Metabolomics usually using tissues, body fluids and cells as samples has been used in various fields of life science including disease research and drug R & D. Traditional cell metabolomics needs millions of cells. However, in some cases, such as for stem cells, circulating tumor cells, primary cells and so on, the number of cells is very rare, and the conventional metabolomics analysis methods exist challenging. Another disadvantage for the population cell analyses is that the individual difference of cells is concealed. Therefore, it is necessary to develop novel analytical techniques for a small number of cells and a single cell [1,2]. Moreover, to achieve representative results, it is important to analyze a large number of single cells under physiological conditions, leading to the requirement for high-throughput single-cell analysis methods [2]. On the other hand, biological systems are composed of heterogeneous populations of cells that intercommunicate to form a functional living tissue, it is very important to characterize metabolic profile at a single cells level in a spatially resolved mode.

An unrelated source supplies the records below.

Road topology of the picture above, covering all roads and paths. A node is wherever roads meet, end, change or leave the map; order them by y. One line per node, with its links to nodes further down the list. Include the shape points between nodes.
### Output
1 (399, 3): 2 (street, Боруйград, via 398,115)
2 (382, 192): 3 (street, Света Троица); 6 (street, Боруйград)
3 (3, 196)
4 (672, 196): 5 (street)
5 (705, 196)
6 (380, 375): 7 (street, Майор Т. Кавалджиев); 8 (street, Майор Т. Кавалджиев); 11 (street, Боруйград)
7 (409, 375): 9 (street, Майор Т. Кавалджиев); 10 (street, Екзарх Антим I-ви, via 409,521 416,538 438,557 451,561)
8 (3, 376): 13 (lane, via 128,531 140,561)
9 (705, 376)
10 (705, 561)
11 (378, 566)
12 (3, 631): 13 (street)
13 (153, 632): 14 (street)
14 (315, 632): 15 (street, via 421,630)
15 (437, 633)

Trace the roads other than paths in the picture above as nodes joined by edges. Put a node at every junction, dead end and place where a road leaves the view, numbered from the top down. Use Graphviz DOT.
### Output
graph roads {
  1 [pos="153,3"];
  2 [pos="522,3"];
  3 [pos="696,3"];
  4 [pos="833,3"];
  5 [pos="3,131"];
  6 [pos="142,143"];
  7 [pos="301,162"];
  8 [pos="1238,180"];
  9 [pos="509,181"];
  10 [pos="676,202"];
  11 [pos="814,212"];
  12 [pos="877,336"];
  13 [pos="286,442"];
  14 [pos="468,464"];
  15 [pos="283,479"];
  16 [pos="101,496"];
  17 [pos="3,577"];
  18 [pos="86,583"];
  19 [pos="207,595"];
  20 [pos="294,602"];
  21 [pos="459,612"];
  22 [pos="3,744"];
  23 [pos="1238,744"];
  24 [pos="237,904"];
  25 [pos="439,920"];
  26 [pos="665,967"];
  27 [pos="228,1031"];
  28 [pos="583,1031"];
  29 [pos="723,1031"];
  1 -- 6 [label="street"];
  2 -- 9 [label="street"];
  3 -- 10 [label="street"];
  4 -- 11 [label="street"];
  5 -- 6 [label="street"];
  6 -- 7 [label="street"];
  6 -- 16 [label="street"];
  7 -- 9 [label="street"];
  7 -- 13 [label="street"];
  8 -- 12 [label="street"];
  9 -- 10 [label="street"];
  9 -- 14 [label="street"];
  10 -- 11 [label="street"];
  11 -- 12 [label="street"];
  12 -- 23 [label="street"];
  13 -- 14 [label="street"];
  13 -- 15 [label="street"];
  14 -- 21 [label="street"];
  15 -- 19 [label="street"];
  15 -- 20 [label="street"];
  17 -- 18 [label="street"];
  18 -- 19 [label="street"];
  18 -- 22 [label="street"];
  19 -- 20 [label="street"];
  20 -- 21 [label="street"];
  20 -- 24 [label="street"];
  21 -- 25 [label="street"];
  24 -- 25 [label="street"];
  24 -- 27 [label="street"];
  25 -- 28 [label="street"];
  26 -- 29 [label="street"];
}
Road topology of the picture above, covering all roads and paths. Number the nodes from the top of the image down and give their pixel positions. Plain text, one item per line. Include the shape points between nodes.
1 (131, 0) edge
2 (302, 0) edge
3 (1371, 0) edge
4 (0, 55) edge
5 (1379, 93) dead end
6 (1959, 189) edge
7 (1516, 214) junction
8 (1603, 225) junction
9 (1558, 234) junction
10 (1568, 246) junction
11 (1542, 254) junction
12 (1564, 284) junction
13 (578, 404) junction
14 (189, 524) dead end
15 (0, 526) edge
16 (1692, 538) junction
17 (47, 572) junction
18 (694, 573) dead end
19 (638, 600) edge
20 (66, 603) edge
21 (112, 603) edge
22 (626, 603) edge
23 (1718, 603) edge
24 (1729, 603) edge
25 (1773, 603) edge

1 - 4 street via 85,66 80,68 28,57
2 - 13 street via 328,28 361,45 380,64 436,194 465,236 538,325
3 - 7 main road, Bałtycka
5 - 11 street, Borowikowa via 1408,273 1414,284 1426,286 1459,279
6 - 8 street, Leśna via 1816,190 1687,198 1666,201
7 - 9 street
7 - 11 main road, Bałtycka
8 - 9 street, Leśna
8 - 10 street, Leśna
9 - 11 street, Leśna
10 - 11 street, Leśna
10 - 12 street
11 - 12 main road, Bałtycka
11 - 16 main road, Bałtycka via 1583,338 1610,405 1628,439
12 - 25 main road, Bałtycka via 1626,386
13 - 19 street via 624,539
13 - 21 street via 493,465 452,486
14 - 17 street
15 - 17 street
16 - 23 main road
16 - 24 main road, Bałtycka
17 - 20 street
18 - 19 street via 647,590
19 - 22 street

Over the past years, we have concentrated on the development of mass spectrometry (MS)-based single cells analysis techniques including capillary microsampling combined with high-resolution spectral stitching nanoelectrospray ionization direct-infusion MS, laser capture microdissection-sample micromanipulation-MS, inertial microfluidics and pulsed electric field-induced ESI-MS, combined ESI-APCI-MS and related data analysis. In this lecture our recent advancements on the single cells-related metabolomics analysis techniques and their applications in cell heterogeneity studies will be reported [1-3].
Literature:
[1] T. R. Xu, H. Li, D. S. Feng, P. Dou, X. Z. Shi, C. X. Hu, G. W. Xu, Anal. Chem. 2021, 93, 10031−10038. [2] D. S. Feng, H. Li, T. R. Xu, F. J. Zheng, C. X. Hu, X. Z. Shi, G. W. Xu, Anal. Chim. Acta. 2022, 1221, 340116. [3] T. R. Xu, H. Li, P. Dou, Y. Y. Luo, S. M. Pu, H. Mu, Z. H. Zhang, D. S. Feng, X. S. Hu, T. Wang, G. Tan, C. Chen, H. Y. Li, X. Z. Shi, C. X. Hu, G. W. Xu, Adv. Sci. 2024, revised.